Appel des syndicalistes contre la criminalisation du mouvement social

À la suite de la manifestation du 27 avril 2017 qui a réuni plus de 2500 manifestants contre Le Pen et contre Macron, plusieurs jeunes gens se sont faits condamner très lourdement (voir ici et ).

– Un jeune homme a été condamné le 7 juin à 6 mois de prison avec sursis et 3 ans d’interdiction de manifester en Ille et Vilaine pour être soupçonné d’avoir lancé un projectile, ce qu’il nie. Aucun blessé parmi les policiers.

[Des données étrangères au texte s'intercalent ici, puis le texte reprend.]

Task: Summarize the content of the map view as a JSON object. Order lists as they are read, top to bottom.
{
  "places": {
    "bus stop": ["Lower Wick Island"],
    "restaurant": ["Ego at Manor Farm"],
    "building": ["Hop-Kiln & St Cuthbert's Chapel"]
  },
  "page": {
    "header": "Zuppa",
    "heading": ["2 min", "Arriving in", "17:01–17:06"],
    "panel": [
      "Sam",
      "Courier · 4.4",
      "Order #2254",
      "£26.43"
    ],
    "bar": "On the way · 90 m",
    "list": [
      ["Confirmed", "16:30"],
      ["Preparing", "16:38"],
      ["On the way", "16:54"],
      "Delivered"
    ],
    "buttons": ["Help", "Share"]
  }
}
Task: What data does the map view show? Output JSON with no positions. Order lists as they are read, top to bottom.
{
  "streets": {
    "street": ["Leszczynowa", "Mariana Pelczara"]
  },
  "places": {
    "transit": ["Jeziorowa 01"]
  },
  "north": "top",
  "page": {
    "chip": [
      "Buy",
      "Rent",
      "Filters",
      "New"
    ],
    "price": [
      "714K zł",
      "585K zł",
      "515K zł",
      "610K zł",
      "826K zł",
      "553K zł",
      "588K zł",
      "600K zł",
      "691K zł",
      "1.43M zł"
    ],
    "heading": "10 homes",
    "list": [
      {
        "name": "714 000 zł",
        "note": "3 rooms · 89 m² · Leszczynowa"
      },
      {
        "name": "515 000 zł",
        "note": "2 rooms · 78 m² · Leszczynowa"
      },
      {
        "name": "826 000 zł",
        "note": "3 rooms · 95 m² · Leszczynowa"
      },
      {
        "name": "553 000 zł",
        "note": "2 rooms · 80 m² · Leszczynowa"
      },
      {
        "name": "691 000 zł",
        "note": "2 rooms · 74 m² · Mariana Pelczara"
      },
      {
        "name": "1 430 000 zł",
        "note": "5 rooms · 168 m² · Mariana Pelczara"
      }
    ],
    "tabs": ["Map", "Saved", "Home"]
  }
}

– 4 autres manifestants ont été condamnés le 21 juin de 9 mois à 12 mois de prison ferme pour être soupçonnés d’avoir menacé et malmené un motard. Le policier aura un seul jour d’ITT…

Un an plus tôt, jour pour jour, le 28 avril 2016, un officier de la SIR visait la tête d’un manifestant contre la loi travail et blessait très grièvement Jean-François, un étudiant, avec un lanceur de balle (LBD 40). Le policier parfaitement identifié n’est pas inquiété… Dans ce même mois d’avril 2016, le samedi 7 avril lors d’une manifestation contre la loi travail, des CRS de Vélizy tombent sur 2 jeunes à Rennes sous les arcades de République et les massacrent : 111 jours d’interruption temporaires de travail (ITT) pour Jean-Louis et Laura… Pas de poursuite à ce jour.

Manifestement, il y a donc deux poids deux mesures…

L’échec de la stratégie policière à Rennes

La stratégie policière de répression mise en œuvre par le gouvernement Hollande-Valls et Cazeneuve avait pour but de mettre fin au mouvement social et aux manifestations par la terreur à Rennes : dispositif policier très important, recours aux hélicoptères, forces de police spécialisées dans le matraquage (SIR, BAC), « nassage » systématique, fouilles et contrôles d’identité permanents.

Tout a donc été utilisé pour dissuader la population de manifester. Cette stratégie a échoué puisqu’un an plus tard, le 27 avril 2017, plus de 2500 personnes manifestaient dans la rue pour exprimer leur refus de « Le Pen et de Macron ».

L’instrumentalisation de l’institution judiciaire

Après avoir instrumentalisé les forces de police, le gouvernement Macron instrumentalise l’institution judiciaire à des fins politiques. Quand on compare les événements des mois d’avril 2016 et 2017, on aura compris que l’institution judiciaire a beaucoup de difficulté à rendre la justice.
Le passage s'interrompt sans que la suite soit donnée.